What the task requires: Nothing but the lines below between the line holding "thumb ip: (1154, 769)" and the line holding "ring dip: (1185, 687)", inclusive, should appear in the answer, each set down exactly.

Data extracts:
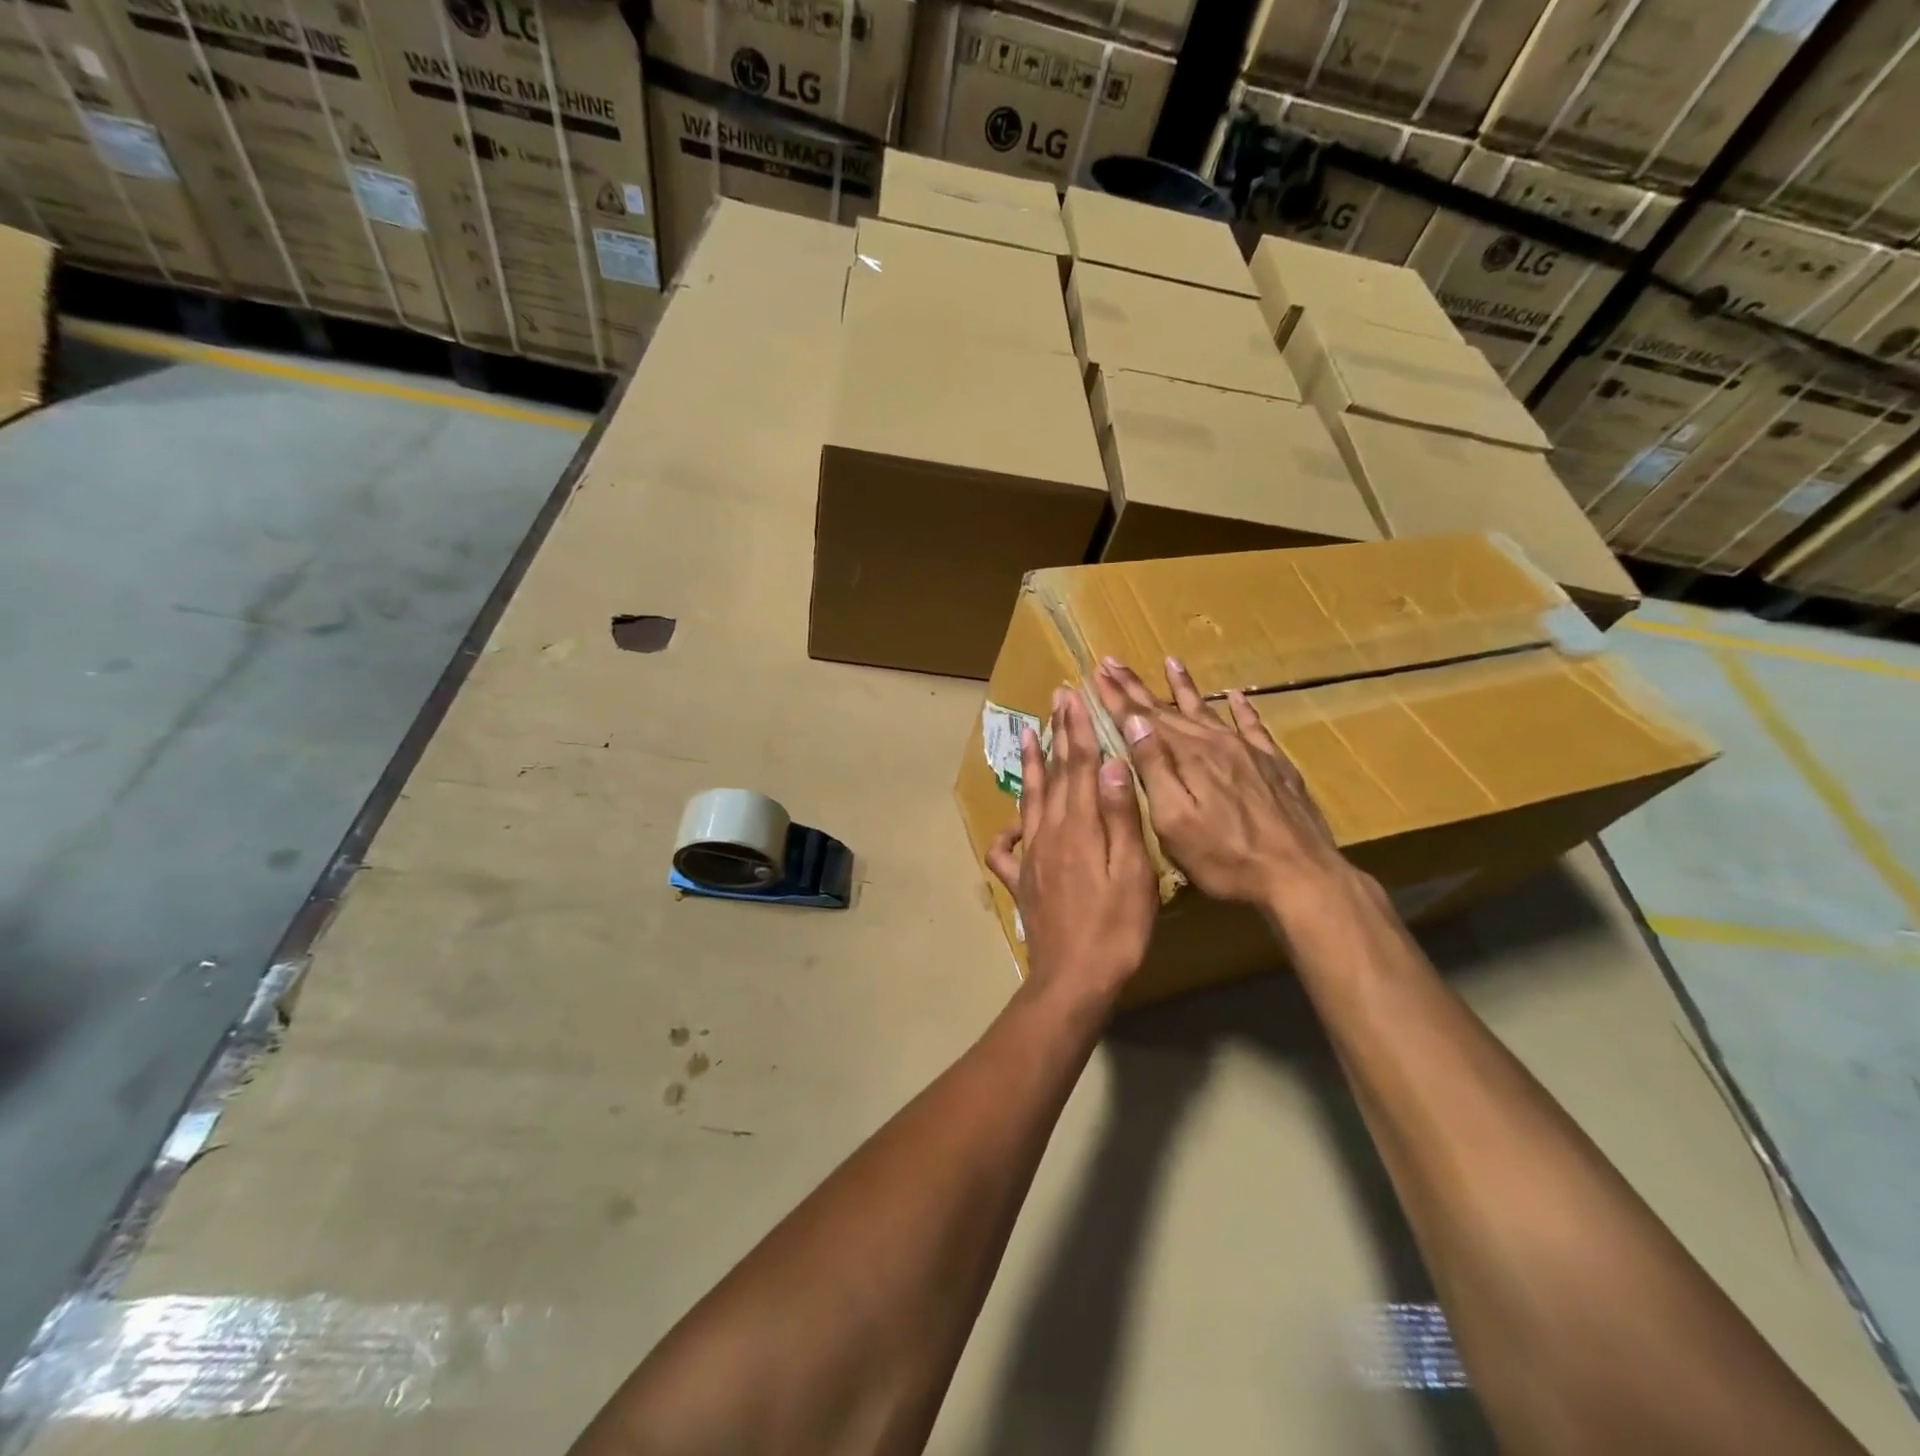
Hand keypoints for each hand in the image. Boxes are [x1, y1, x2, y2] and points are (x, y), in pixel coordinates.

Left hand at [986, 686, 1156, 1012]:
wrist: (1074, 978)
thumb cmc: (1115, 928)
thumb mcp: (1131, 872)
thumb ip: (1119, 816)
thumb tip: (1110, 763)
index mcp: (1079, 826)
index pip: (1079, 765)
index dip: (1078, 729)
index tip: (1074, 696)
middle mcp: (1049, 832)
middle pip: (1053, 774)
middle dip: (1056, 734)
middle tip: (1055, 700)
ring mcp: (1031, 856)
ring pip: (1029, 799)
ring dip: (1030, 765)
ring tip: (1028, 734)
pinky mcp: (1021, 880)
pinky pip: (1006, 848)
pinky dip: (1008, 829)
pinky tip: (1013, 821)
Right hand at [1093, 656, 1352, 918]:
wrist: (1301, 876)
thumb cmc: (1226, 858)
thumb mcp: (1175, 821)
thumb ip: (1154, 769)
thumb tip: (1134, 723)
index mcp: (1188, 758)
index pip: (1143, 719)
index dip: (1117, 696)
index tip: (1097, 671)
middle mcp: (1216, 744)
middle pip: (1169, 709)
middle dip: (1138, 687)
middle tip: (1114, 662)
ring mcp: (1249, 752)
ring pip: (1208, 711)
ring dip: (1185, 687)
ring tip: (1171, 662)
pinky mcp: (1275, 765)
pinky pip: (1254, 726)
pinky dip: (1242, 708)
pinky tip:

Written answer:
thumb ip: (1154, 769)
thumb tip: (1134, 723)
index mcp: (1188, 758)
index pip: (1143, 719)
index dip: (1117, 696)
index tip: (1097, 671)
middle mcp: (1216, 744)
middle pip: (1169, 709)
middle dip: (1138, 687)
middle tip: (1114, 662)
ring mcp: (1249, 752)
ring pip: (1208, 711)
ring dip: (1185, 687)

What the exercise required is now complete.